◆ Work to be completed ◆
When a line of the records contains "ring", copy it.

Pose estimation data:
%%

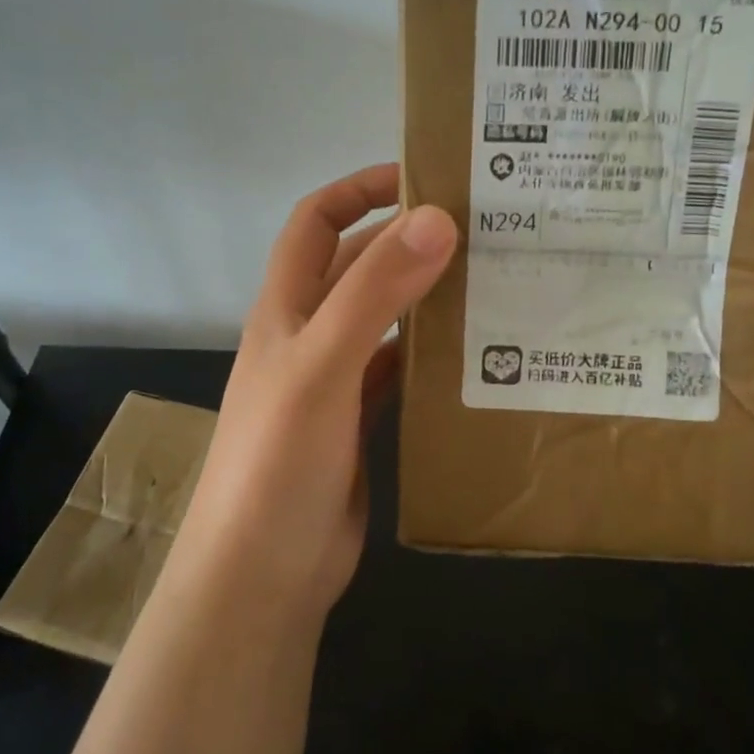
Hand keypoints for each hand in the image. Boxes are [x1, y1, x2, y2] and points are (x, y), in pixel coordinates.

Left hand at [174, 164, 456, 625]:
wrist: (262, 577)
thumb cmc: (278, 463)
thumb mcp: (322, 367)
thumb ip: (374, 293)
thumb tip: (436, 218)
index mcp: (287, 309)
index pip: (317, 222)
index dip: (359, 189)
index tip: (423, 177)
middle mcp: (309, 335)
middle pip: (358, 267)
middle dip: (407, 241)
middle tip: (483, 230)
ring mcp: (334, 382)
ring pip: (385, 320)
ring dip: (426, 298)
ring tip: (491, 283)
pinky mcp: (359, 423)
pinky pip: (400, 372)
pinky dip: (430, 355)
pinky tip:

%%
%%

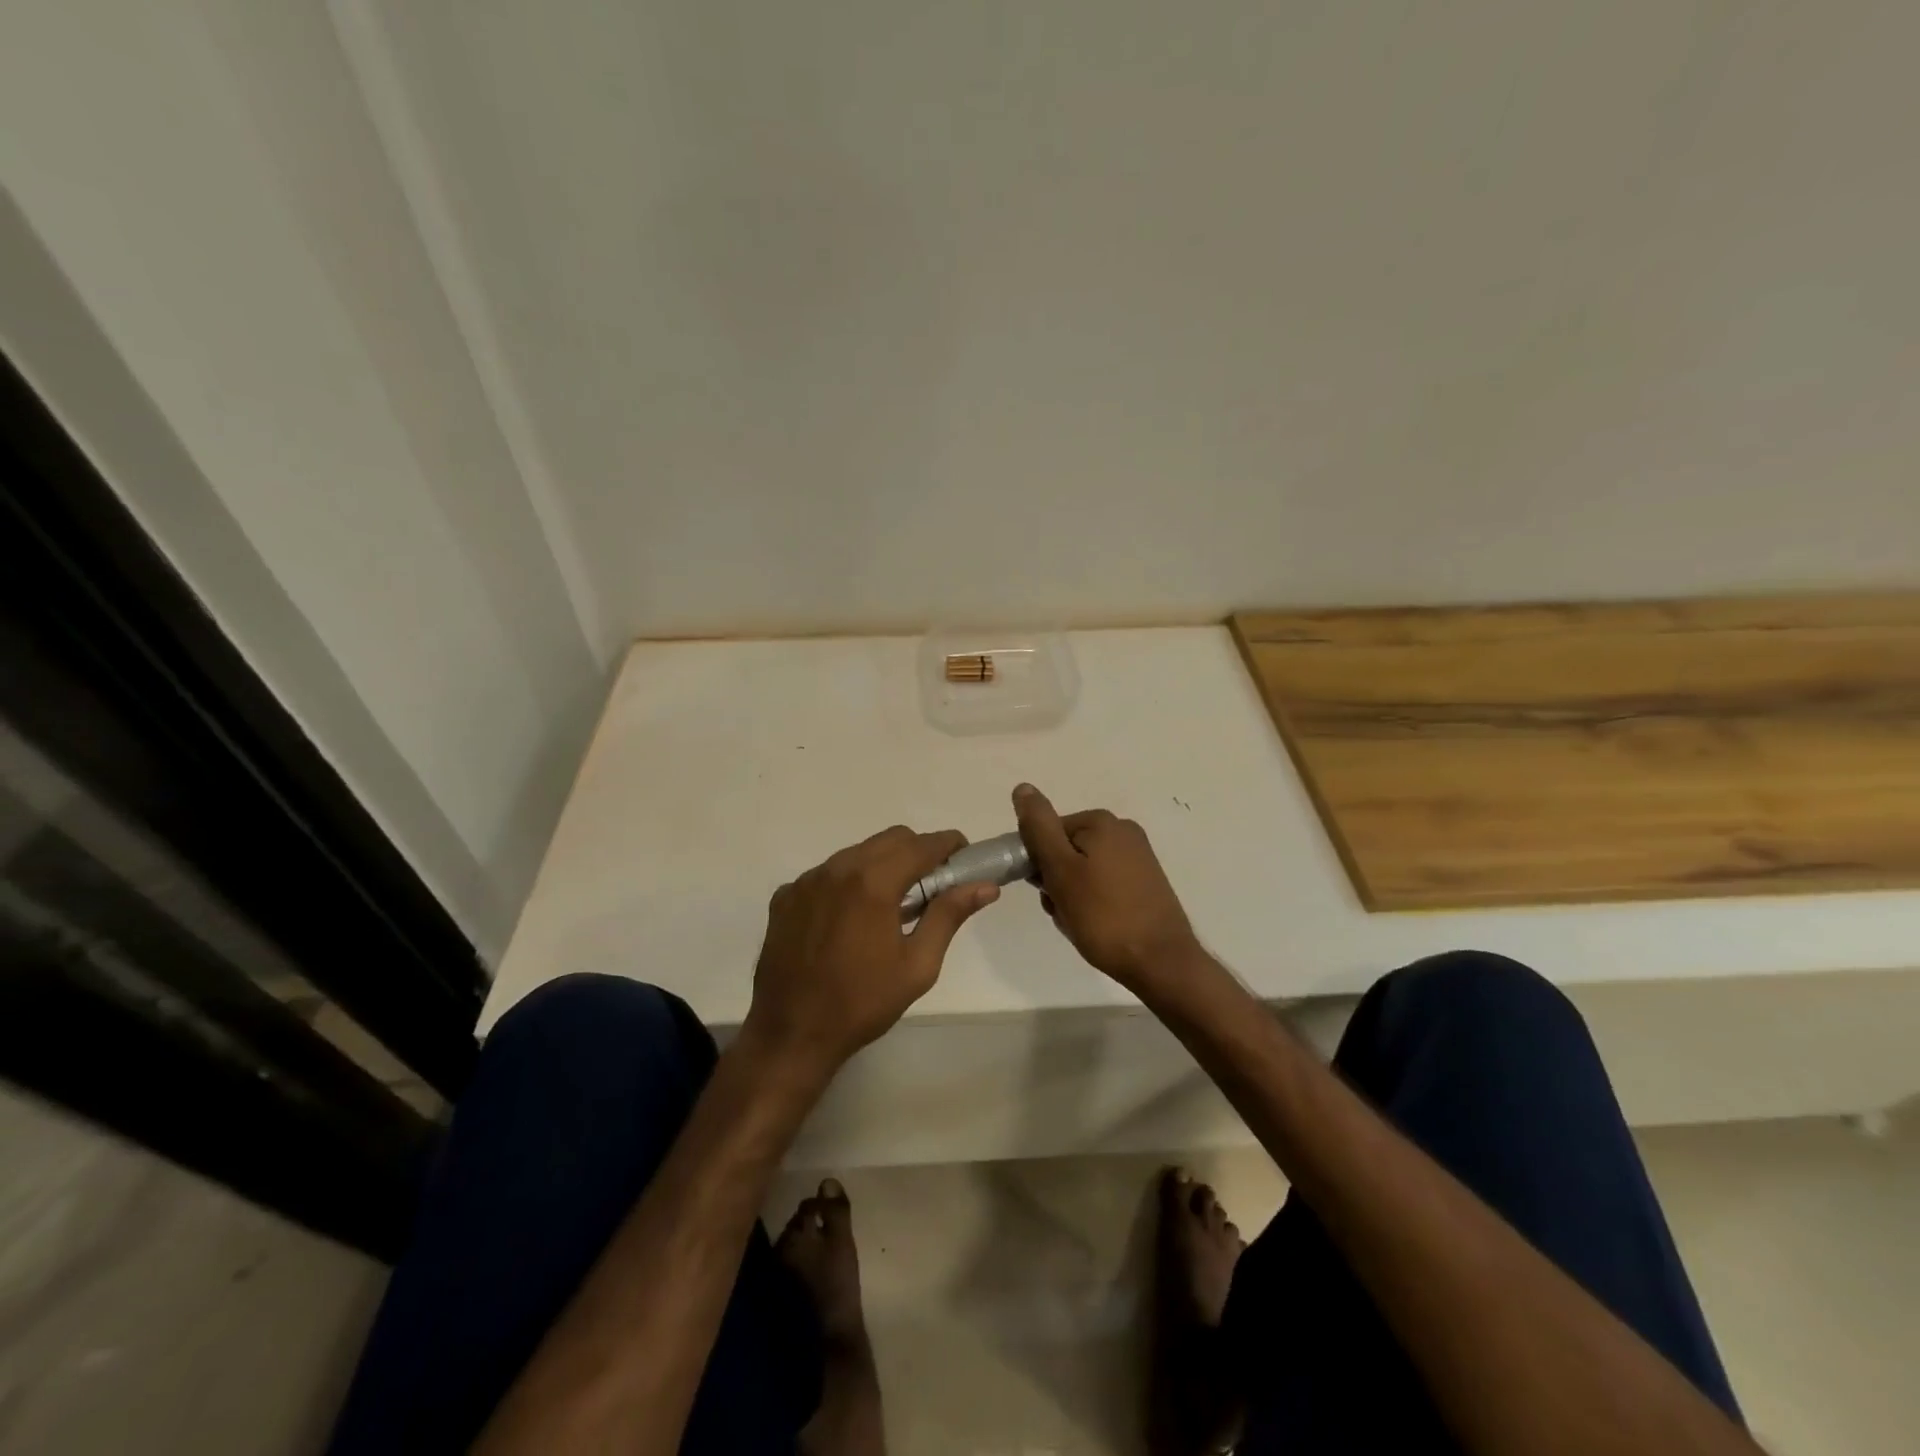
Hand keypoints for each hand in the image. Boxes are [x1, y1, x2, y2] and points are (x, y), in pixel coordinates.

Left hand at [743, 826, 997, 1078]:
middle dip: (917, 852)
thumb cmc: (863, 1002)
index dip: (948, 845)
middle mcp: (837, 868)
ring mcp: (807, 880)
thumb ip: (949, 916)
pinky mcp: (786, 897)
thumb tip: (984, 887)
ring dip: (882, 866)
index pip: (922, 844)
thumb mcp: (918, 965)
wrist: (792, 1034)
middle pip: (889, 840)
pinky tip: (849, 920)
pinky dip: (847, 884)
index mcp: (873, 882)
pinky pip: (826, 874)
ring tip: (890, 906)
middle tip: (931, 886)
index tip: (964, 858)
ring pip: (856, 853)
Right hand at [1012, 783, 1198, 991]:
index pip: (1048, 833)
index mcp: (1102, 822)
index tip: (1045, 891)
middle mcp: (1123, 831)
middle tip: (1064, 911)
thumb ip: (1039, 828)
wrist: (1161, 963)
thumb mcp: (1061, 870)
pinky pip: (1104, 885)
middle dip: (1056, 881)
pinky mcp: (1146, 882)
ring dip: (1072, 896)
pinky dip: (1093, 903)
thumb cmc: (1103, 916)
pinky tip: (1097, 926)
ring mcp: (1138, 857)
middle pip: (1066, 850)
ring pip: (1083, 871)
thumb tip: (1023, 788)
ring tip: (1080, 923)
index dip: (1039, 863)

%%

◆ The completed task ◆
ring mcp: (334, 382)
ring pip: (385, 320)
ring dip: (426, 298)
ring tip: (491, 283)
ring mcp: (807, 880)
ring dip: (882, 866)
ring tip: (890, 906)
ring pip: (856, 853)
ring dip: (1072, 896)
ring mcp: (1138, 857)
ring pip: (1083, 871)
ring tip: (1080, 923)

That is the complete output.